_Assigned task_
Search the data for the word "white" and copy each line that has it.

_Information supplied_
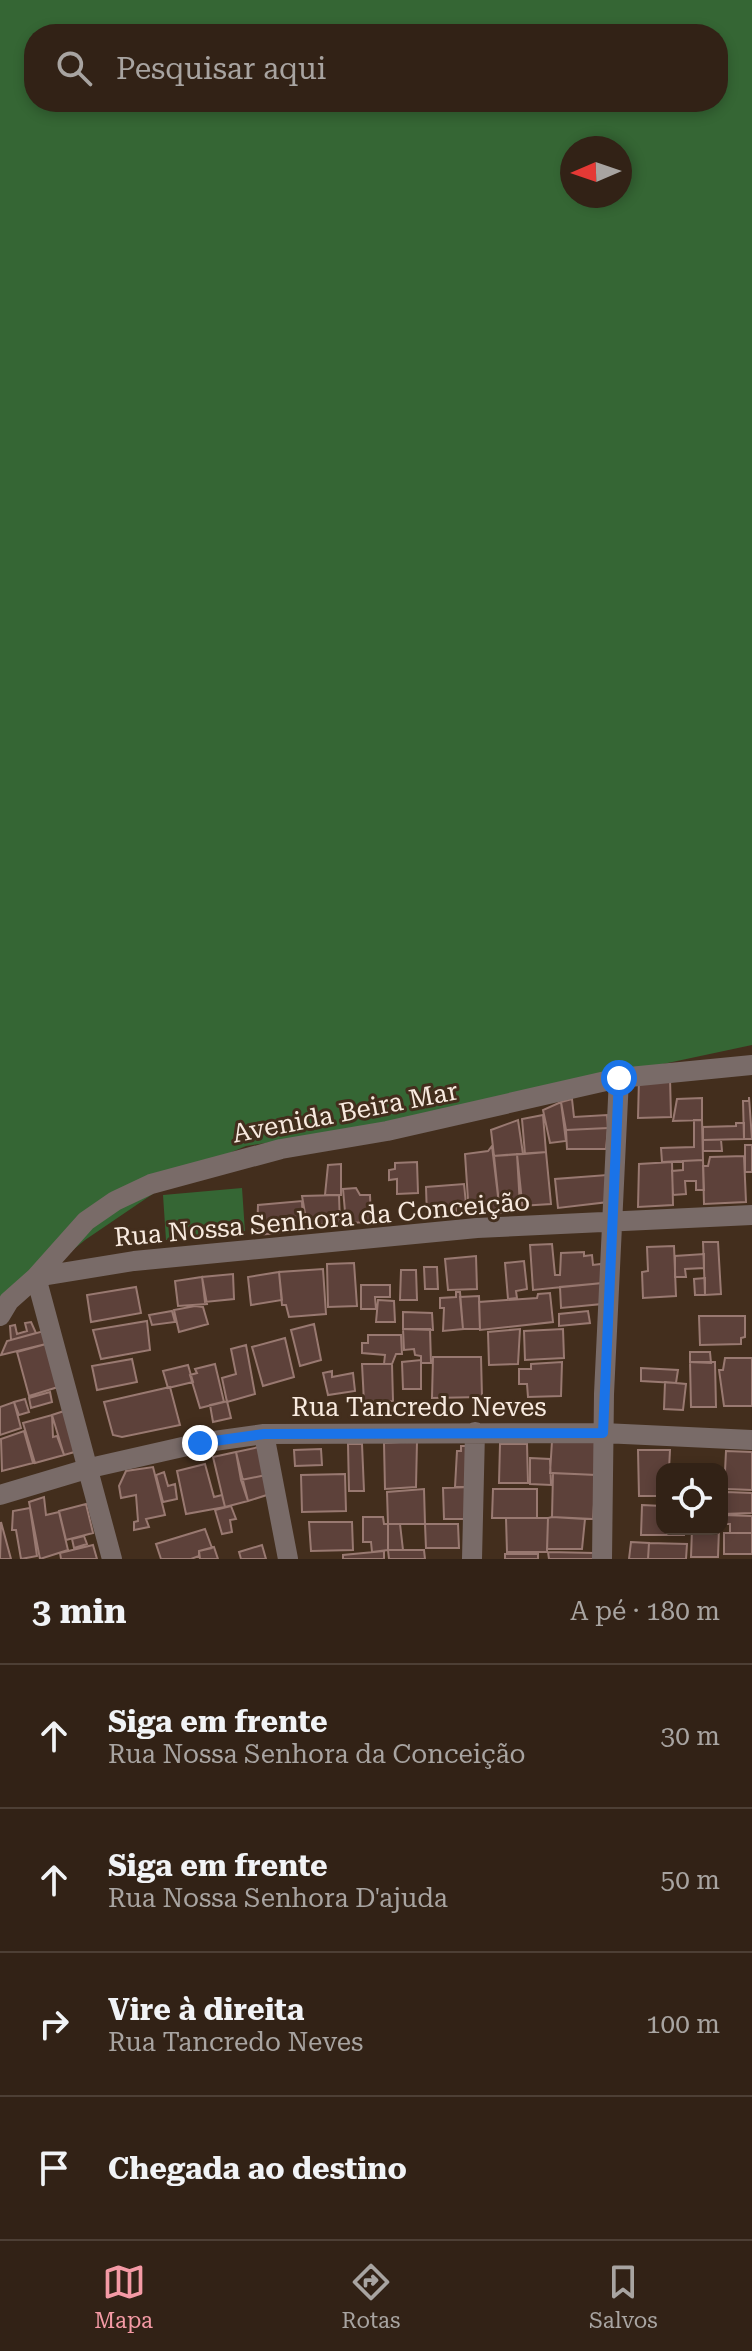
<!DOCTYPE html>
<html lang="pt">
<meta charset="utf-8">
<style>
:root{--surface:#322216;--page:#3d2f23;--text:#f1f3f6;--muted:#a8a4a1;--line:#4d3f35;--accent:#f49aa5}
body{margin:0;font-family:"Roboto Serif",serif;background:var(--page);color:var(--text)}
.controls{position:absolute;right:24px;bottom:24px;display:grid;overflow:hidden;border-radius:16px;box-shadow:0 4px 12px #0003}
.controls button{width:72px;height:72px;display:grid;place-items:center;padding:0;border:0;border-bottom:2px solid var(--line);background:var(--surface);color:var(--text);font:40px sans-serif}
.compass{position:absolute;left:560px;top:136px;width:72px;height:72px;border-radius:50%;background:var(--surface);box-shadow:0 4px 12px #0003;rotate:268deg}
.stop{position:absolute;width:24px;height:24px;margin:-18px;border:6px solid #1a73e8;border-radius:50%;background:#fff}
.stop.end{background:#1a73e8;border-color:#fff;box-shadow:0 2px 8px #0008}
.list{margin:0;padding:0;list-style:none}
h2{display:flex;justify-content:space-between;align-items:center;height:104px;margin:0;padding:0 32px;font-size:34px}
h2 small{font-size:26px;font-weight:400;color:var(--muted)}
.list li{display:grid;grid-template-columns:52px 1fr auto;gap:24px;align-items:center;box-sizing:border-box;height:144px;padding:0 32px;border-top:2px solid var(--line)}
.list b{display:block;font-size:30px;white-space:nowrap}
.list p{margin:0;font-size:26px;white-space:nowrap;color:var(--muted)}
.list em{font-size:26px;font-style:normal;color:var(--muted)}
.icon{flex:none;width:44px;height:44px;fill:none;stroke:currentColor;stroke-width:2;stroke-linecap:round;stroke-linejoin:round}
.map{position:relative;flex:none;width:752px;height:1559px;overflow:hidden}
.search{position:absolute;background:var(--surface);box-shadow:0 4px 12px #0003;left:24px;right:24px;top:24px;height:88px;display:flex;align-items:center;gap:20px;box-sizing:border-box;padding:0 28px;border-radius:32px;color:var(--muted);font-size:30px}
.sheet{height:680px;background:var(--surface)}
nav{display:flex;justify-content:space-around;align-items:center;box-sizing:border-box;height:112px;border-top:2px solid var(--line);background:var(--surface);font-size:22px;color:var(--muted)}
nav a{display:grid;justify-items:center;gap:4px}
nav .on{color:var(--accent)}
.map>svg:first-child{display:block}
.green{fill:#356634;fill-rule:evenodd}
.building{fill:#5d413a;stroke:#997971;stroke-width:2}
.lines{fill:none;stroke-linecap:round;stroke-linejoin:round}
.street{stroke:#796b68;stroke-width:20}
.route{stroke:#1a73e8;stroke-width:10}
.labels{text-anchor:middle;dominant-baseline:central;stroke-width:6;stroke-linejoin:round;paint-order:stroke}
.street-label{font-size:26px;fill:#f8eadf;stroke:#432e1d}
</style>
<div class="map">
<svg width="752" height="1559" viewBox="0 0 752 1559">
<rect width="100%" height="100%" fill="#432e1d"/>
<path class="green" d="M0 0H752V1045L368 1127 246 1146 185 1172 85 1240 17 1296 0 1323ZM34 34H718V102H34ZM572 148H620V196H572Z
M242 1188 245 1232 166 1240 163 1195Z"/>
<path class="building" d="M639 1078H670L671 1117 638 1118Z
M749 1097 752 1139H744L743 1101H749Z
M702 1098V1120L673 1121 677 1099Z
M572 1099 574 1117 607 1115 608 1128 566 1130 561 1102Z
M561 1102 566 1141 550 1143 543 1110Z
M543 1115 546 1152 525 1154 522 1119Z
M518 1120 523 1154 494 1156 491 1130Z
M694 1120H702L703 1160 662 1162 661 1148 694 1147Z
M736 1123H744V1139L703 1140V1127L736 1126Z
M608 1128 606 1149H567L566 1130Z
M703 1140H721L722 1151H703Z
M745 1145H752V1172H745Z
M492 1146 500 1213 469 1215 465 1154 488 1151Z
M546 1152 551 1204 520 1206 517 1154Z
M517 1154 523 1211 500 1213 494 1156Z
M744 1156 746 1202 704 1204 703 1166H708L710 1157Z
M703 1160 704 1190H696V1181H685L686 1194 673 1195 672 1171 683 1170V1161Z
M417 1162 418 1193 397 1194V1179L389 1180V1170L395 1169V1163Z
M672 1162 673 1205 638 1207 639 1164Z
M341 1164V1195H325L328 1165Z
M607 1175 608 1202 558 1208 555 1179Z
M464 1184 466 1204H456V1215L427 1217 426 1187Z
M356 1188 360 1195H370L371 1222 346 1223 343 1189Z
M339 1195 340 1224 307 1225 302 1196Z
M302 1201 303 1231 257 1235 258 1205Z
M703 1242H718L721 1294 705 1295Z
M552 1244 555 1275H560L561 1253 584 1252V1256L592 1255 593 1265 601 1264 602 1283 533 1290 530 1245Z
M674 1246 676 1296 643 1298 642 1272 648 1271 647 1247Z
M704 1254V1268L685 1269 686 1277H675V1256Z
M476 1256 477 1289 448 1290 445 1259Z
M524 1261 527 1289 516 1291 517 1298 508 1299 505 1263Z
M354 1263 357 1306 328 1307 327 1264Z
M424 1267H437L438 1289H425Z
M323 1269 326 1314 289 1317 286 1305H282L279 1272Z
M401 1270H416L417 1300H400Z
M279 1272 282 1300 251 1305 248 1277Z
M233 1274 234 1299 205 1302 202 1277Z
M202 1277 207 1304 178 1306 175 1281Z
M705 1278V1295H695L694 1279Z
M602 1283V1304L561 1308 560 1287Z
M361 1285H390V1297H375L376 1309H361Z
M136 1287 141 1313 91 1322 87 1295Z
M456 1292H460L463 1329 443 1331 444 1308H440V1298L456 1297Z
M550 1293 553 1322 480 1330 479 1302 537 1298 538 1294Z
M479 1296 480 1329H463L460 1297Z
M378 1300 394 1301 395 1322H376Z
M195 1306 203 1307 208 1324 179 1332 174 1310Z
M172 1311 175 1322 152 1325 149 1315Z
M588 1311 590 1323 559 1326V1314Z
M403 1312 432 1313 433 1330 403 1329Z
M699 1316H745V1337L741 1338V1344L700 1345Z
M147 1321 150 1350 101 1359 93 1330Z
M31 1322 36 1333 11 1340 10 1326 15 1325 17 1334 27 1331 25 1323Z
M314 1324 321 1360 300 1366 291 1330Z
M403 1329H430L431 1363H421V1356L415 1355 414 1349 404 1350Z
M520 1329 518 1364 489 1365 488 1332Z
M563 1329 564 1358 525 1360 524 1331Z
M44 1331 46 1344 1 1355 7 1341Z
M368 1335H401L402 1354H396L392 1364H384L385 1355 362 1353V1343H368Z
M285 1338 294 1377 263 1386 252 1347Z
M46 1344 58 1387 29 1396 17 1352Z
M246 1345 255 1394 227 1402 222 1378 236 1374 231 1349Z
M690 1352H710L711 1363 690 1362Z
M433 1357H481L482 1397 432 1398Z
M725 1358H752V1406H724L719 1370H723Z
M132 1359 137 1382 97 1390 92 1366Z
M421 1360V1389H403L402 1362Z
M562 1362 561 1396 528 1397 527 1384H519V1369H531V1364Z
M690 1362H715L716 1407H691Z
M215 1364 224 1402 200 1408 190 1375 197 1373 195 1369Z
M362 1364H392L393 1401 364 1402Z
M188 1365 193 1382 168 1388 163 1371Z
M641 1368 678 1370 676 1383 641 1381Z
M332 1371V1377L353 1373 355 1391 328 1395 323 1373Z
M665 1382 686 1384 683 1410 664 1409Z
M170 1387 180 1425 122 1437 113 1435 104 1402Z
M50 1392 52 1402 31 1408 29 1398Z
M25 1399 29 1412 19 1415 14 1402Z
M227 1401 231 1418 213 1422 210 1405Z
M14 1402 21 1428 0 1435V1407Z
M64 1411 78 1451 64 1455 52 1415Z
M52 1415 53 1437 57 1436 64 1455 35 1463 23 1423Z
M24 1431 33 1463 2 1471 1 1439Z
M417 1441 416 1487 385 1489 384 1443Z
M552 1441 599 1442 598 1475 550 1473Z
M348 1444H362L364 1491H349Z
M500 1444H527L528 1483H499Z
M461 1446H471L470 1487H455L457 1451H461Z
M259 1447 266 1475 241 1480 236 1452Z
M321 1449 322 1465 295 1466 294 1450Z
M638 1450H670L669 1469H662V1496H639Z
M726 1451 752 1452V1490L727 1489 724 1492Z
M236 1452 248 1501 225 1507 213 1457Z
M530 1458 550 1459 551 1485 530 1484Z
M205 1464 214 1497 222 1495 225 1507 186 1514 177 1471Z
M153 1467 165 1515 146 1519 149 1527 134 1530V1522L138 1521 136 1495 121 1498 119 1486 126 1471Z
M164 1472 168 1486 175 1484 177 1499 163 1502 156 1475Z
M553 1473 596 1475 593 1519 552 1517Z
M345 1474 346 1511 302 1512 301 1475Z
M266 1475 270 1494 248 1501 241 1480Z
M470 1487 469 1519H444L443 1488Z
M424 1489 425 1524H388L387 1492Z
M493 1489H537V1518H492Z
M727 1492 752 1493V1513L722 1514V1498Z
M44 1497 46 1515 59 1512 68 1550 40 1559 29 1502Z
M86 1504 93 1533 66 1540 59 1511Z
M642 1505 662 1506V1529H684V1535H641Z
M231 1506 236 1519 230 1520 232 1532 222 1534 215 1510Z
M30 1508 37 1556 21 1559 16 1530H12L13 1511Z
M723 1515 752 1516V1533H730V1524H723Z
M363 1517H383L384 1524H388V1550L372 1552 371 1542H363Z
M552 1517 585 1519 582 1549H547L548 1518Z
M506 1518H548L547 1552H507Z
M1 1522 11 1559H0Z
M309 1522H352L353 1550 311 1551Z
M388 1524H400L403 1550H388Z
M425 1524H458L459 1548H426Z
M205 1529 212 1548 199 1551V1556L191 1559H161L156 1544Z
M692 1529H719L718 1557H691Z
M724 1533H752V1554H724Z
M84 1536 87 1544 74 1548 72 1539Z
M631 1542 649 1543 648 1559H629Z
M649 1543 687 1544 686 1559H648Z
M93 1545 97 1559H61L60 1553Z
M262 1545 266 1559H241L239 1552Z
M214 1547 218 1559H200L199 1551Z
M388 1550H424L425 1559H389Z
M384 1551V1559H343V1555Z
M548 1552 594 1553V1559H549Z
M505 1554H538V1559H505Z"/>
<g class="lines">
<path class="street" d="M36 1277 134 1261 477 1228 752 1215
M36 1277 112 1559
M0 1316 9 1301 36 1277 86 1221 115 1201 151 1184 281 1149 387 1131 619 1078 752 1065
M264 1434 288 1559
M0 1495 90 1468 200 1443 264 1434 603 1433 752 1440
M472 1559 475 1432
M602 1559 604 1394 619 1078"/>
</g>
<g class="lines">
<path class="route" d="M200 1443 264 1434 603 1433 619 1078"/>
</g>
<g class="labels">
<g class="street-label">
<text transform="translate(345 1112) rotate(-11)">Avenida Beira Mar</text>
<text transform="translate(322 1219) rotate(-5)">Rua Nossa Senhora da Conceição</text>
<text x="419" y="1407">Rua Tancredo Neves</text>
</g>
</g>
</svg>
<div class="controls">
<button><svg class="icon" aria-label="locate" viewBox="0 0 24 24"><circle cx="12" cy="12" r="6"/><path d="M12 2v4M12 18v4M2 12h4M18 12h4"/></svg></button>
</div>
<svg class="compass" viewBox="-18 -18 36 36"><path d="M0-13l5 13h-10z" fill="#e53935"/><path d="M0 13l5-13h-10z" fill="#a8a4a1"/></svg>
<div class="stop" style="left:619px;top:1078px"></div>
<div class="stop end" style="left:200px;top:1443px"></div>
<div class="search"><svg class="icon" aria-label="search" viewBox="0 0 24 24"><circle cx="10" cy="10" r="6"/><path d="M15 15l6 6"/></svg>Pesquisar aqui</div>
</div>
<section class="sheet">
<h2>3 min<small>A pé · 180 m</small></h2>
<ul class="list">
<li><svg class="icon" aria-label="ahead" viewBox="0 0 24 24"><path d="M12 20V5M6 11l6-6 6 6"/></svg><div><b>Siga em frente</b><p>Rua Nossa Senhora da Conceição</p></div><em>30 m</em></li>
<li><svg class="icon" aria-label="ahead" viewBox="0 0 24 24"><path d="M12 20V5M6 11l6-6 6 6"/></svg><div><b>Siga em frente</b><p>Rua Nossa Senhora D'ajuda</p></div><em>50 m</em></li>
<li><svg class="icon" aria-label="right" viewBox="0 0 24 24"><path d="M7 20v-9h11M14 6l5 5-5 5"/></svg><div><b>Vire à direita</b><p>Rua Tancredo Neves</p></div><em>100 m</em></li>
<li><svg class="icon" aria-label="arrive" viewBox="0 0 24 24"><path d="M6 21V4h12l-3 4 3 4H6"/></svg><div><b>Chegada ao destino</b></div></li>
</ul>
</section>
<nav>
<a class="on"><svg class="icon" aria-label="map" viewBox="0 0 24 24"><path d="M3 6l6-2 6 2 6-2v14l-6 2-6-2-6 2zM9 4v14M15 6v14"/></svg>Mapa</a>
<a><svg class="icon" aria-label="directions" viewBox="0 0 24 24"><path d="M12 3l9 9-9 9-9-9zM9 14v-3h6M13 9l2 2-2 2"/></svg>Rotas</a>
<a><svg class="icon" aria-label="saved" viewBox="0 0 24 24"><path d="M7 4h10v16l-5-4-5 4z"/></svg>Salvos</a>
</nav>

_Solution to this task_
.list b{display:block;font-size:30px;white-space:nowrap}
.list p{margin:0;font-size:26px;white-space:nowrap;color:var(--muted)}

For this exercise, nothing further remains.